> **TASK STATEMENT**
Present the lines below again, exactly as they stand.

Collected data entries

——————

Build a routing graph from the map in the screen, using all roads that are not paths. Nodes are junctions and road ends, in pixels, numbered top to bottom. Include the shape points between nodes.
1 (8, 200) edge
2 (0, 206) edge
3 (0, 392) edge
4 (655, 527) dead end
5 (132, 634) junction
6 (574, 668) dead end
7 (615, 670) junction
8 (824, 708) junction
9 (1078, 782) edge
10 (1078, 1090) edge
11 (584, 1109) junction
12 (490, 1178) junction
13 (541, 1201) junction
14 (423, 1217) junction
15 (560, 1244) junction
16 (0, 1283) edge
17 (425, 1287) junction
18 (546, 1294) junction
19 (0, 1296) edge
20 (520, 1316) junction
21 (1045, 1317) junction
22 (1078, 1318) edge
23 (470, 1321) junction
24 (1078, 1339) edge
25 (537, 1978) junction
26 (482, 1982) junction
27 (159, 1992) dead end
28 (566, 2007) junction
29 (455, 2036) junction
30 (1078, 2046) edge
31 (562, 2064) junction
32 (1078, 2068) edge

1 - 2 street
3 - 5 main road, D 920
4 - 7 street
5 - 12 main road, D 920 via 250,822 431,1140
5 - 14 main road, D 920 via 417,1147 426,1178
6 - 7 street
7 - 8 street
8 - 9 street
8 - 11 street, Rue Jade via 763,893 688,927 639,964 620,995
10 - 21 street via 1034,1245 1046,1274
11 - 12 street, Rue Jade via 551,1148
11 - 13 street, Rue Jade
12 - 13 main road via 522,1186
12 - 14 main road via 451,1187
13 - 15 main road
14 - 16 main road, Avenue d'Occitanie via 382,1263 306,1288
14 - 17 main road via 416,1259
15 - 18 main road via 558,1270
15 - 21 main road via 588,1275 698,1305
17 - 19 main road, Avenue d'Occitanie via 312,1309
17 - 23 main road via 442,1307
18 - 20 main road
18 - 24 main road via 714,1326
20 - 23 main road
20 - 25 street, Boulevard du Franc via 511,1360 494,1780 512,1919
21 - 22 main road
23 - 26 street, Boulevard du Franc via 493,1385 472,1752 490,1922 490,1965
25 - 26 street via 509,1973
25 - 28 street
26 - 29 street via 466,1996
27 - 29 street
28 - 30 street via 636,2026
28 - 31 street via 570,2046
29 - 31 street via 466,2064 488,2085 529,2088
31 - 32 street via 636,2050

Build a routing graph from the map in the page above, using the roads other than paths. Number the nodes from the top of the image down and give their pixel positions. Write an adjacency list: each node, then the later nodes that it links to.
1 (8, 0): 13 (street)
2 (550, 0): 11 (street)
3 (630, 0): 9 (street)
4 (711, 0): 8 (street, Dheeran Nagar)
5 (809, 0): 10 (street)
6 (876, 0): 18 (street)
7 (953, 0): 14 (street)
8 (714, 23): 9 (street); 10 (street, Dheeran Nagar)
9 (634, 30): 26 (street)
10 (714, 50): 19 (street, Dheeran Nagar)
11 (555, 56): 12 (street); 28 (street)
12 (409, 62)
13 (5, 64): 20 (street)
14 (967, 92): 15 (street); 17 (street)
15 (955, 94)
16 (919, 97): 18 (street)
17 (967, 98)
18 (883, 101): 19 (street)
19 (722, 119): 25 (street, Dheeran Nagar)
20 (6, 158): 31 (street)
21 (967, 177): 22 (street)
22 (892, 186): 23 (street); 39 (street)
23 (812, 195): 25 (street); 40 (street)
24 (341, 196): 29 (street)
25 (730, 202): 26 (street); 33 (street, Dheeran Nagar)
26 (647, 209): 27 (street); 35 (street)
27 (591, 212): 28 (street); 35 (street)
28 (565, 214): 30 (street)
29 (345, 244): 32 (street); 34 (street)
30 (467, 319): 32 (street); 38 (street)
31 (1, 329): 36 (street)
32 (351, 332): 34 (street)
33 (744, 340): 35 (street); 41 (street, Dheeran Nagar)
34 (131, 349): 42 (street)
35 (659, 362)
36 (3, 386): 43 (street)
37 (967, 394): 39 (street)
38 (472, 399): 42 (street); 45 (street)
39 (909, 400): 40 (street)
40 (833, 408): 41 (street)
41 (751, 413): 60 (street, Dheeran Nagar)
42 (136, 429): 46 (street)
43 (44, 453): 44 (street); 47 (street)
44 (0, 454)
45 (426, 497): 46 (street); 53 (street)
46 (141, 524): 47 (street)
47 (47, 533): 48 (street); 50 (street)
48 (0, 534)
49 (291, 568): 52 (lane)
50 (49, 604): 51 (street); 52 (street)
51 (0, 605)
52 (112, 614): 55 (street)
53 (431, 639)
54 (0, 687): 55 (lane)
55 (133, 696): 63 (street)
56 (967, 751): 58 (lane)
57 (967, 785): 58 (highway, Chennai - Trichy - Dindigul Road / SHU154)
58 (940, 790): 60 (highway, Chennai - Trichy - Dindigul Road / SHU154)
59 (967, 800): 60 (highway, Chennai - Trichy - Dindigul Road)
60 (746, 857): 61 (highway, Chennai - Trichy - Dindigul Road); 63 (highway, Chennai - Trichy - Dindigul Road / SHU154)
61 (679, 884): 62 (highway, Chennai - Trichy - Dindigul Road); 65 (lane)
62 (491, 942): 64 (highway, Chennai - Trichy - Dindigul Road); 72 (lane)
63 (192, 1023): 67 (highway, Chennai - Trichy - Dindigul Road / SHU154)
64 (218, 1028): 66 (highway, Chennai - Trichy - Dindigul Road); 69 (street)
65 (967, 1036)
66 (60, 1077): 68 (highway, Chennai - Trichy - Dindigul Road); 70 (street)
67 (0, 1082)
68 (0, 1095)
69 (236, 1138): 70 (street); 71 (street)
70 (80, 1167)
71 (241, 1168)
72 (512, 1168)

——————

> **WORKED SOLUTION**
Build a routing graph from the map in the screen, using all roads that are not paths. Nodes are junctions and road ends, in pixels, numbered top to bottom. Include the shape points between nodes.
1 (8, 200) edge
2 (0, 206) edge
3 (0, 392) edge
4 (655, 527) dead end
5 (132, 634) junction
6 (574, 668) dead end
7 (615, 670) junction
8 (824, 708) junction
9 (1078, 782) edge
10 (1078, 1090) edge
11 (584, 1109) junction
12 (490, 1178) junction
13 (541, 1201) junction
14 (423, 1217) junction
15 (560, 1244) junction
16 (0, 1283) edge
17 (425, 1287) junction
18 (546, 1294) junction
19 (0, 1296) edge
20 (520, 1316) junction
21 (1045, 1317) junction
22 (1078, 1318) edge
23 (470, 1321) junction
24 (1078, 1339) edge
25 (537, 1978) junction
26 (482, 1982) junction
27 (159, 1992) dead end
28 (566, 2007) junction
29 (455, 2036) junction
30 (1078, 2046) edge
31 (562, 2064) junction
32 (1078, 2068) edge

1 - 2 street
3 - 5 main road, D 920
4 - 7 street
5 - 12 main road, D 920 via 250,822 431,1140
5 - 14 main road, D 920 via 417,1147 426,1178
6 - 7 street
7 - 8 street
8 - 9 street
8 - 11 street, Rue Jade via 763,893 688,927 639,964 620,995
10 - 21 street via 1034,1245 1046,1274
11 - 12 street, Rue Jade via 551,1148
11 - 13 street, Rue Jade
12 - 13 main road via 522,1186
12 - 14 main road via 451,1187
13 - 15 main road
14 - 16 main road, Avenue d'Occitanie via 382,1263 306,1288
14 - 17 main road via 416,1259
15 - 18 main road via 558,1270
15 - 21 main road via 588,1275 698,1305
17 - 19 main road, Avenue d'Occitanie via 312,1309
17 - 23 main road via 442,1307
18 - 20 main road
18 - 24 main road via 714,1326
20 - 23 main road
20 - 25 street, Boulevard du Franc via 511,1360 494,1780 512,1919
21 - 22 main road
23 - 26 street, Boulevard du Franc via 493,1385 472,1752 490,1922 490,1965
25 - 26 street via 509,1973
25 - 28 street
26 - 29 street via 466,1996
27 - 29 street
28 - 30 street via 636,2026
28 - 31 street via 570,2046
29 - 31 street via 466,2064 488,2085 529,2088
31 - 32 street via 636,2050

Build a routing graph from the map in the page above, using the roads other than paths. Number the nodes from the top of the image down and give their pixel positions. Write an adjacency list: each node, then the later nodes that it links to.
1 (8, 0): 13 (street)
2 (550, 0): 11 (street)
3 (630, 0): 9 (street)
4 (711, 0): 8 (street, Dheeran Nagar)
5 (809, 0): 10 (street)
6 (876, 0): 18 (street)
7 (953, 0): 14 (street)
8 (714, 23): 9 (street); 10 (street, Dheeran Nagar)
9 (634, 30): 26 (street)
10 (714, 50): 19 (street, Dheeran Nagar)
11 (555, 56): 12 (street); 28 (street)
12 (409, 62)
13 (5, 64): 20 (street)
14 (967, 92): 15 (street); 17 (street)
15 (955, 94)
16 (919, 97): 18 (street)
17 (967, 98)
18 (883, 101): 19 (street)
19 (722, 119): 25 (street, Dheeran Nagar)
20 (6, 158): 31 (street)
21 (967, 177): 22 (street)
22 (892, 186): 23 (street); 39 (street)
23 (812, 195): 25 (street); 40 (street)
24 (341, 196): 29 (street)
25 (730, 202): 26 (street); 33 (street, Dheeran Nagar)
26 (647, 209): 27 (street); 35 (street)
27 (591, 212): 28 (street); 35 (street)
28 (565, 214): 30 (street)
29 (345, 244): 32 (street); 34 (street)
30 (467, 319): 32 (street); 38 (street)
31 (1, 329): 36 (street)
32 (351, 332): 34 (street)
33 (744, 340): 35 (street); 41 (street, Dheeran Nagar)
34 (131, 349): 42 (street)
35 (659, 362)
36 (3, 386): 43 (street)
37 (967, 394): 39 (street)
38 (472, 399): 42 (street); 45 (street)
39 (909, 400): 40 (street)
40 (833, 408): 41 (street)
41 (751, 413): 60 (street, Dheeran Nagar)
42 (136, 429): 46 (street)
43 (44, 453): 44 (street); 47 (street)
44 (0, 454)
45 (426, 497): 46 (street); 53 (street)
46 (141, 524): 47 (street)
47 (47, 533): 48 (street); 50 (street)
48 (0, 534)
49 (291, 568): 52 (lane)
50 (49, 604): 51 (street); 52 (street)
51 (0, 605)
52 (112, 614): 55 (street)
53 (431, 639)
54 (0, 687): 55 (lane)
55 (133, 696): 63 (street)
56 (967, 751): 58 (lane)
57 (967, 785): 58 (highway, Chennai - Trichy - Dindigul Road / SHU154)
58 (940, 790): 60 (highway, Chennai - Trichy - Dindigul Road / SHU154)
59 (967, 800): 60 (highway, Chennai - Trichy - Dindigul Road)
60 (746, 857): 61 (highway, Chennai - Trichy - Dindigul Road); 63 (highway, Chennai - Trichy - Dindigul Road / SHU154)
61 (679, 884): 62 (highway, Chennai - Trichy - Dindigul Road); 65 (lane)
62 (491, 942): 64 (highway, Chennai - Trichy - Dindigul Road); 72 (lane)
63 (192, 1023): 67 (highway, Chennai - Trichy - Dindigul Road / SHU154)
64 (218, 1028): 66 (highway, Chennai - Trichy - Dindigul Road); 69 (street)
65 (967, 1036)
66 (60, 1077): 68 (highway, Chennai - Trichy - Dindigul Road); 70 (street)
67 (0, 1082)
68 (0, 1095)
69 (236, 1138): 70 (street); 71 (street)
70 (80, 1167)
71 (241, 1168)
72 (512, 1168)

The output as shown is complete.